Effects of epinephrine on the pacemaker potassium current of cardiac Purkinje fibers

Abstract

Epinephrine promotes spontaneous activity in cardiac Purkinje fibers through its action on the pacemaker potassium current (i(KK2)). The mechanism of the acceleratory effect was studied by means of a voltage clamp technique. The results showed that the hormone speeds the deactivation of i(KK2) during pacemaker activity by displacing the kinetic parameters of i(KK2) toward less negative potentials. This depolarizing voltage shift is the sole explanation of the acceleratory effect since epinephrine did not alter the rectifier properties of i(KK2), or the underlying inward leakage current, or the threshold for i(NNa). The dose dependence of the voltage shift in the i(KK2) activation curve was similar in 1.8 and 5.4 mM [Ca](o).
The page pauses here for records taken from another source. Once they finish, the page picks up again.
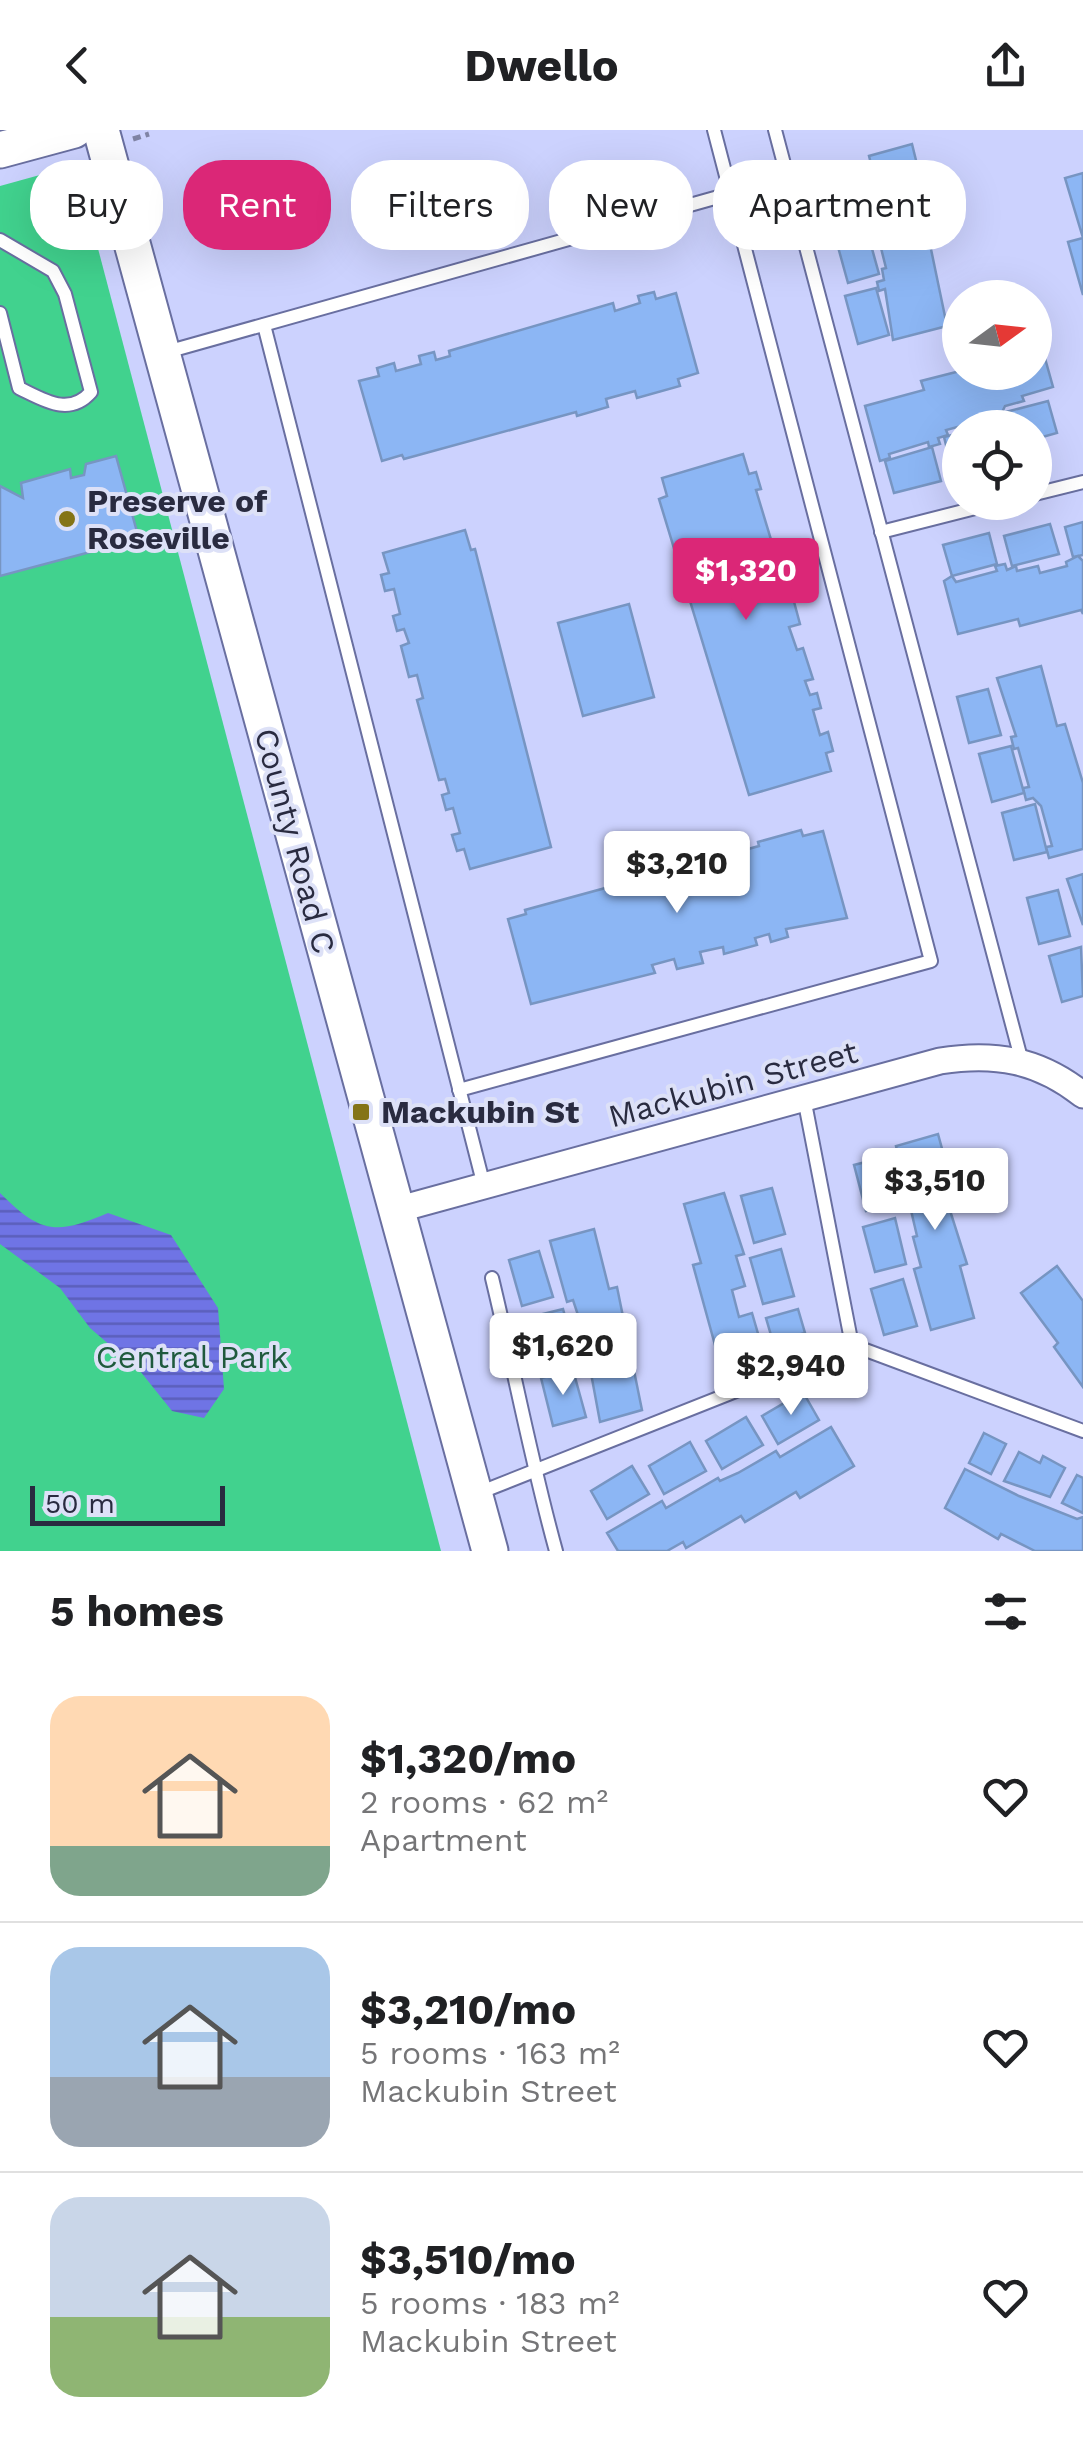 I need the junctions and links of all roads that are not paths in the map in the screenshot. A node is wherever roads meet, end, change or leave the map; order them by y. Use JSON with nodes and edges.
{"nodes":[{"id":1,"x":74,"y":130,"type":"edge"},
{"id":2,"x":100,"y":130,"type":"edge"},
{"id":3,"x":714,"y":130,"type":"edge"},
{"id":4,"x":775,"y":130,"type":"edge"},
{"id":5,"x":0,"y":150,"type":"edge"},
{"id":6,"x":721,"y":160,"type":"edge"},
{"id":7,"x":713,"y":198,"type":"edge"},
{"id":8,"x":0,"y":240,"type":"edge"},
{"id":9,"x":743,"y":250,"type":"edge"},
{"id":10,"x":0,"y":313,"type":"edge"},
{"id":11,"x":264,"y":325,"type":"junction"},
{"id":12,"x":162,"y":354,"type":"junction"},
{"id":13,"x":1083,"y":482,"type":"edge"},
{"id":14,"x":1052,"y":490,"type":"edge"},
{"id":15,"x":942,"y":517,"type":"edge"},
{"id":16,"x":881,"y":532,"type":"junction"},
{"id":17,"x":1022,"y":1062,"type":"junction"},
{"id":18,"x":459,"y":1090,"type":"junction"},
{"id":19,"x":1083,"y":1095,"type":"edge"},
{"id":20,"x":804,"y":1098,"type":"junction"},
{"id":21,"x":484,"y":1186,"type":"junction"},
{"id":22,"x":396,"y":1210,"type":"junction"},
{"id":23,"x":492,"y":1278,"type":"dead end"},
{"id":24,"x":852,"y":1345,"type":"junction"},
{"id":25,"x":1083,"y":1431,"type":"edge"},
{"id":26,"x":534,"y":1472,"type":"junction"},
{"id":27,"x":474,"y":1495,"type":"junction"},
{"id":28,"x":490,"y":1551,"type":"edge"},
{"id":29,"x":556,"y":1551,"type":"edge"}],
"edges":[{"from":1,"to":5,"type":"main road"},
{"from":2,"to":12,"type":"main road","name":"County Road C"},
{"from":3,"to":6,"type":"lane"},
{"from":4,"to":16,"type":"lane"},
{"from":7,"to":11,"type":"lane"},
{"from":8,"to":10,"type":"lane"},
{"from":9,"to":18,"type":"lane"},
{"from":11,"to":12,"type":"lane"},
{"from":11,"to":18,"type":"lane"},
{"from":12,"to":22,"type":"main road","name":"County Road C"},
{"from":13,"to":14,"type":"lane"},
{"from":15,"to":16,"type":"lane"},
{"from":16,"to":17,"type":"lane"},
{"from":17,"to":19,"type":"street","name":"Mackubin Street"},
{"from":17,"to":20,"type":"street","name":"Mackubin Street"},
{"from":18,"to":21,"type":"lane"},
{"from":20,"to":21,"type":"street","name":"Mackubin Street"},
{"from":20,"to":24,"type":"lane"},
{"from":21,"to":22,"type":"street","name":"Mackubin Street"},
{"from":22,"to":27,"type":"main road","name":"County Road C"},
{"from":23,"to":26,"type":"lane"},
{"from":24,"to":25,"type":"lane"},
{"from":24,"to":26,"type":"lane"},
{"from":26,"to":27,"type":"lane"},
{"from":26,"to":29,"type":"lane"},
{"from":27,"to":28,"type":"main road","name":"County Road C"}]}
The maximal voltage shift (usually approximately 20 mV) was produced by epinephrine concentrations of > 10(-6) M. The half-maximal effect was evoked by 60 nM epinephrine, nearly an order of magnitude lower than required for half-maximal effect on the secondary inward current (Carmeliet and Vereecke, 1969). The beta-blocker propranolol (10(-6) M) prevented the effect of epinephrine (10(-7)M) but by itself gave no voltage shift. Epinephrine shifted the activation rate coefficient alpha(8) to a greater extent than the deactivation rate coefficient beta(8), and often steepened the voltage dependence of the steady-state activation curve. These deviations from simple voltage shift behavior were discussed in terms of possible mechanisms of epinephrine's action on the i(KK2) channel.